Başbakan Recep Tayyip Erdoğan, 02.05.2014 tarihinde, İzmir’de yaptığı konuşmada. “Kılıçdaroğlu sen Alevi olabilirsin. Ben buna saygı duyarım. Bunu açık açık söyleyebilirsin. Ben de Sünniyim. Ben de bunu açık açık söylüyorum. Milleti aldatmaya gerek yok.” şeklinde değerlendirme yapmış ve toplumu inanç farklılıkları üzerinden kutuplaştırarak siyasi başarı elde etme arayışına dayalı siyasi tavrını yinelemiştir.
Başbakan seçim meydanlarında yaptığı bu tür konuşmalarla siyasi rakibi Kılıçdaroğlu’nun Alevi inancına sahip olduğunu toplumdan gizlediği iddiasını dile getirmekte ve devamında kendisinin Sünni inancına sahip olduğuna vurgu yaptıktan sonra toplumun Sünnilik inancına mensup kesimine “Bakın Kılıçdaroğlu Alevi, ona oy vermeyin!” mesajını vermektedir.
Yine 05.08.2014 tarihinde seçim çalışmaları kapsamında bir TV programına katılan Erdoğan programda “Bırakın Türkiye’de Türk, Türk olduğunu Kürt Kürt olduğunu söylesin. Bunda ne var? Benim için bir ara neler dediler. Gürcü dediler. Affedersin daha çirkinini söylediler, Ermeni dediler. Ben dedemden de, babamdan da öğrendiğim kadarıyla Türk’üm. Olay bu kadar basit.” şeklinde değerlendirme yaparak Ermeni kökenli yurttaşlarımızı salt kimlikleri üzerinden aşağılamak suretiyle ırkçılık yapmıştır.
Halihazırda Türkiye Cumhuriyeti Başbakanı olan ve yeni dönemde Anayasal düzeyde toplumun bütün renklerini kucaklayıp onlara eşit mesafede olması gereken Cumhurbaşkanlığı makamına talip olan Başbakan, devlet gücünü kullanarak ayrımcı bir dille toplumu kamplara bölmek suretiyle kamu düzenini bozmaktadır.

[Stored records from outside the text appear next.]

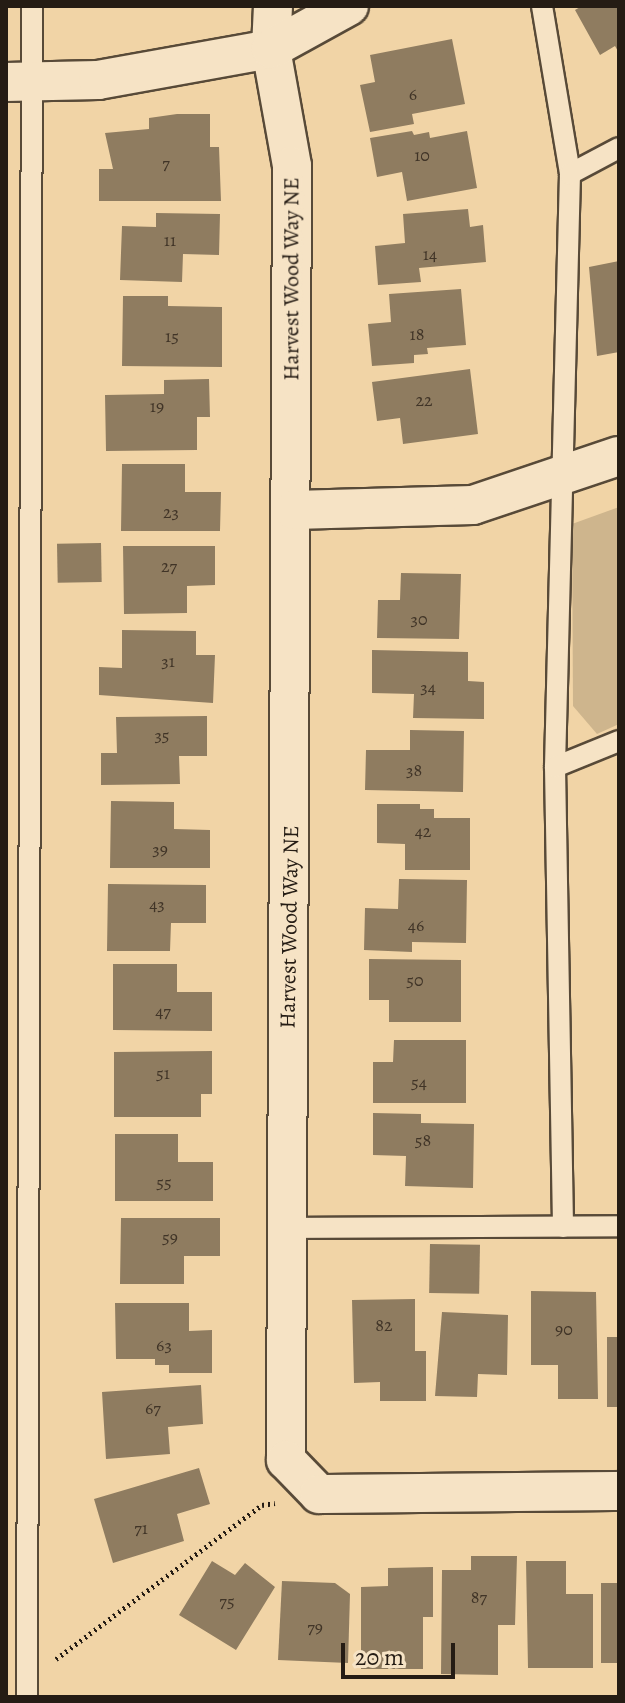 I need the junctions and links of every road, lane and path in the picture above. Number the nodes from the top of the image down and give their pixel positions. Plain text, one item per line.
1 (32, 6) edge
2 (273, 6) edge
3 (349, 6) edge
4 (542, 6) edge
5 (271, 49) junction
6 (19, 83) edge
7 (619, 148) edge
8 (570, 174) junction
9 (619, 456) edge
10 (560, 479) junction
11 (294, 510) junction
12 (619, 741) edge
13 (555, 767) junction
14 (619, 1226) edge
15 (563, 1227) junction
16 (287, 1228) junction
17 (619, 1491) edge
18 (319, 1494) junction
19 (27, 1687) edge

1 - 6 lane
2 - 5 street, Harvest Wood Way NE
3 - 5 street
4 - 8 lane
5 - 6 street
5 - 11 street, Harvest Wood Way NE
6 - 19 lane
7 - 8 lane
8 - 10 lane
9 - 10 street
10 - 11 street
10 - 13 lane
11 - 16 street, Harvest Wood Way NE
12 - 13 lane
13 - 15 lane
14 - 15 lane
15 - 16 lane
16 - 18 street, Harvest Wood Way NE
17 - 18 street
18 - 19 path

İfade edilen haksız ve hukuka aykırı fiillerle Başbakan Anayasanın din ve vicdan özgürlüğünü güvence altına alan 24’ncü maddesinin 3. fıkrasında yer alan kimsenin dini inanç ve kanaatlerinden dolayı kınanamayacağına dair Anayasal kuralı; Türk Ceza Kanununun 216’ncı maddesinde yer alan halkın kin ve düşmanlığa tahrik edilmesi ve aşağılanmasını yasaklayan kanun hükmünü; uluslararası normlar ışığında yorumlandığında Türk Ceza Kanununun 122’nci maddesi ile yasaklanan nefret suçunu işlemiştir.
Açıklanan nedenlerle sendikamız Eğitim-İş, halkı kin ve düşmanlığa tahrik eden ve aynı zamanda nefret suçunu işleyen Recep Tayyip Erdoğan’ın cezalandırılması için suç duyurusunda bulunmuştur.